Go through the entries below and copy each line that holds the word "middle".
*** DATA PROVIDED ***
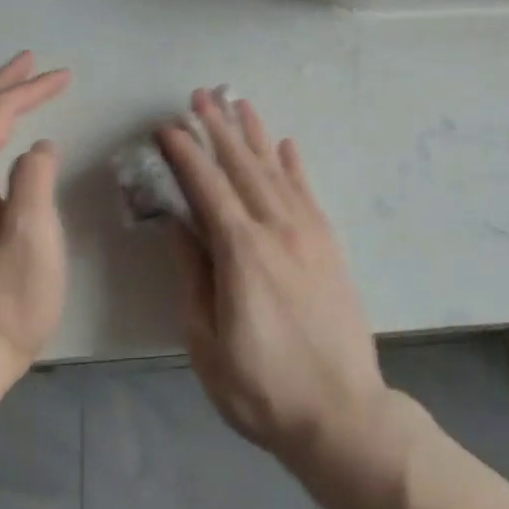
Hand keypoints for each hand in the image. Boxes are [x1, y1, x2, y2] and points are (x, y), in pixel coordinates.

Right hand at [158, 90, 391, 466]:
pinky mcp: (329, 243)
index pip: (207, 186)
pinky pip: (307, 191)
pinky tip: (285, 144)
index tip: (168, 127)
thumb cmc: (262, 386)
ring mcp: (308, 232)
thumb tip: (175, 224)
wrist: (341, 412)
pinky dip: (294, 164)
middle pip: (241, 166)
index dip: (186, 153)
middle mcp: (276, 228)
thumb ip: (192, 274)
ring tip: (239, 103)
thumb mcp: (207, 341)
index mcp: (241, 250)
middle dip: (218, 128)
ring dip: (254, 134)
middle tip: (200, 96)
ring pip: (275, 169)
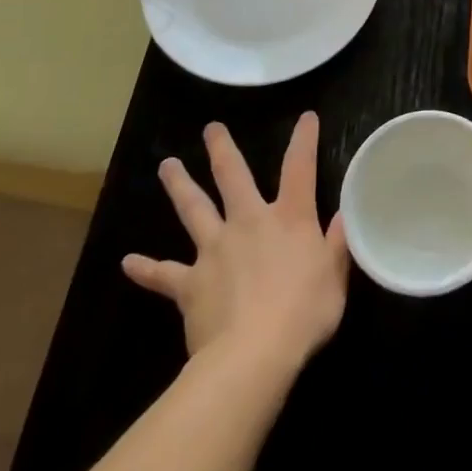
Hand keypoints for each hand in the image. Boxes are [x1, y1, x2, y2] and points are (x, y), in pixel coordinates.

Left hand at [121, 112, 349, 374]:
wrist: (252, 354)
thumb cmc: (304, 313)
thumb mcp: (335, 276)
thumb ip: (337, 243)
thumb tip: (343, 215)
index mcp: (290, 218)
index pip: (300, 168)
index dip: (304, 140)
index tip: (306, 116)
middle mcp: (250, 222)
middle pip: (233, 177)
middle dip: (223, 150)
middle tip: (211, 128)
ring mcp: (215, 250)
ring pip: (194, 210)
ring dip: (180, 186)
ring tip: (167, 165)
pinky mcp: (190, 283)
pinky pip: (163, 275)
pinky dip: (146, 268)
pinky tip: (128, 262)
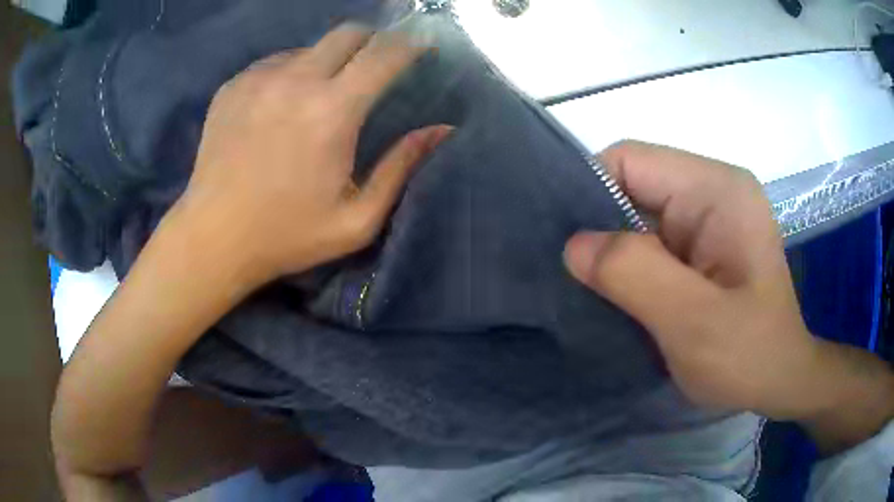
*** End of DATA PROVIDED ***
WRITTEN REPLY:
middle pip: (241, 166)
middle mcp: (276, 228)
middle dip: (218, 128)
middle tip: (200, 96)
middle mcp: (250, 222)
middle pip: (233, 177)
middle dip: (223, 150)
middle tip: (211, 128)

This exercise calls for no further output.